## Problem details
Once you have read the records below, restate them word for word.

##############################

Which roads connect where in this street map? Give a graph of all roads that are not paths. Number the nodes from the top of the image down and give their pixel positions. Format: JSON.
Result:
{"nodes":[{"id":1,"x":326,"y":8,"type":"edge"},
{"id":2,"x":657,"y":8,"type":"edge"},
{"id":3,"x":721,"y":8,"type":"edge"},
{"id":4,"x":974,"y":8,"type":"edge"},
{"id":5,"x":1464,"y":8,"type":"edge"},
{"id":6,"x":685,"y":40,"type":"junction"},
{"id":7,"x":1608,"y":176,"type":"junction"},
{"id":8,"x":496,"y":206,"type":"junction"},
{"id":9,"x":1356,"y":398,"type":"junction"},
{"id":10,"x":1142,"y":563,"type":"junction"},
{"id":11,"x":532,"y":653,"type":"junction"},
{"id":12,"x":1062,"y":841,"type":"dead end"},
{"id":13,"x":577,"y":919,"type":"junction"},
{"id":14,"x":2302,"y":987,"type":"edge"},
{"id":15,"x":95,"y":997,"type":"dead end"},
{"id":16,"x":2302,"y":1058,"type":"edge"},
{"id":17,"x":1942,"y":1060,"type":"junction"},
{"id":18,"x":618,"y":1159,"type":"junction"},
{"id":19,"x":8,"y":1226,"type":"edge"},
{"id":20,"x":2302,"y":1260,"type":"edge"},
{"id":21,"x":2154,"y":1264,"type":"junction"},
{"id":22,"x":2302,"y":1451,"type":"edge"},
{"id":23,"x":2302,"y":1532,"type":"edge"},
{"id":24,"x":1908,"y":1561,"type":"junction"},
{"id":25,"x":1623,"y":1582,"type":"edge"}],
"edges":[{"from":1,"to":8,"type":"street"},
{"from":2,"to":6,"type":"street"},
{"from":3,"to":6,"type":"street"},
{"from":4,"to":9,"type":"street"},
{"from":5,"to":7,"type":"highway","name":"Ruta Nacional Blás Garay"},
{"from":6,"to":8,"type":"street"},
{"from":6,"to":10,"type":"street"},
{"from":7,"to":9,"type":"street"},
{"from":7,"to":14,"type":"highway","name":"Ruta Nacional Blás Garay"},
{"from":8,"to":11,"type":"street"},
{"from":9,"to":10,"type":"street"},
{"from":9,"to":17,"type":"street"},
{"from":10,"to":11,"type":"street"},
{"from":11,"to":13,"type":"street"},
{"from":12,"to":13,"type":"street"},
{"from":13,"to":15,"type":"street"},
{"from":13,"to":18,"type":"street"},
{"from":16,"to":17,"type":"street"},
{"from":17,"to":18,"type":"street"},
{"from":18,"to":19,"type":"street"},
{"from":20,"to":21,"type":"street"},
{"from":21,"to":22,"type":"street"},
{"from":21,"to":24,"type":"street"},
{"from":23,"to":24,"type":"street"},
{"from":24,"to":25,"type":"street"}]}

##############################

## Exercise answer
Which roads connect where in this street map? Give a graph of all roads that are not paths. Number the nodes from the top of the image down and give their pixel positions. Format: JSON.
Result:
{"nodes":[{"id":1,"x":326,"y":8,"type":"edge"},
{"id":2,"x":657,"y":8,"type":"edge"},
{"id":3,"x":721,"y":8,"type":"edge"},
{"id":4,"x":974,"y":8,"type":"edge"},
{"id":5,"x":1464,"y":8,"type":"edge"},
{"id":6,"x":685,"y":40,"type":"junction"},
{"id":7,"x":1608,"y":176,"type":"junction"},
{"id":8,"x":496,"y":206,"type":"junction"},
{"id":9,"x":1356,"y":398,"type":"junction"},
{"id":10,"x":1142,"y":563,"type":"junction"},
{"id":11,"x":532,"y":653,"type":"junction"},
{"id":12,"x":1062,"y":841,"type":"dead end"},
{"id":13,"x":577,"y":919,"type":"junction"},
{"id":14,"x":2302,"y":987,"type":"edge"},
{"id":15,"x":95,"y":997,"type":"dead end"},
{"id":16,"x":2302,"y":1058,"type":"edge"},
{"id":17,"x":1942,"y":1060,"type":"junction"},
{"id":18,"x":618,"y":1159,"type":"junction"},
{"id":19,"x":8,"y":1226,"type":"edge"},
{"id":20,"x":2302,"y":1260,"type":"edge"},
{"id":21,"x":2154,"y":1264,"type":"junction"},
{"id":22,"x":2302,"y":1451,"type":"edge"},
{"id":23,"x":2302,"y":1532,"type":"edge"},
{"id":24,"x":1908,"y":1561,"type":"junction"},
{"id":25,"x":1623,"y":1582,"type":"edge"}],
"edges":[{"from":1,"to":8,"type":"street"},
{"from":2,"to":6,"type":"street"},
{"from":3,"to":6,"type":"street"},
{"from":4,"to":9,"type":"street"},
{"from":5,"to":7,"type":"highway","name":"Ruta Nacional Blás Garay"},
{"from":6,"to":8,"type":"street"},
{"from":6,"to":10,"type":"street"},
{"from":7,"to":9,"type":"street"},
{"from":7,"to":14,"type":"highway","name":"Ruta Nacional Blás Garay"},
{"from":8,"to":11,"type":"street"},
{"from":9,"to":10,"type":"street"},
{"from":9,"to":17,"type":"street"},
{"from":10,"to":11,"type":"street"},
{"from":11,"to":13,"type":"street"},
{"from":12,"to":13,"type":"street"},
{"from":13,"to":15,"type":"street"},
{"from":13,"to":18,"type":"street"},
{"from":16,"to":17,"type":"street"},
{"from":17,"to":18,"type":"street"},
{"from":18,"to":19,"type":"street"},
{"from":20,"to":21,"type":"street"},
{"from":21,"to":22,"type":"street"},
{"from":21,"to":24,"type":"street"},
{"from":23,"to":24,"type":"street"},
{"from":24,"to":25,"type":"street"}]}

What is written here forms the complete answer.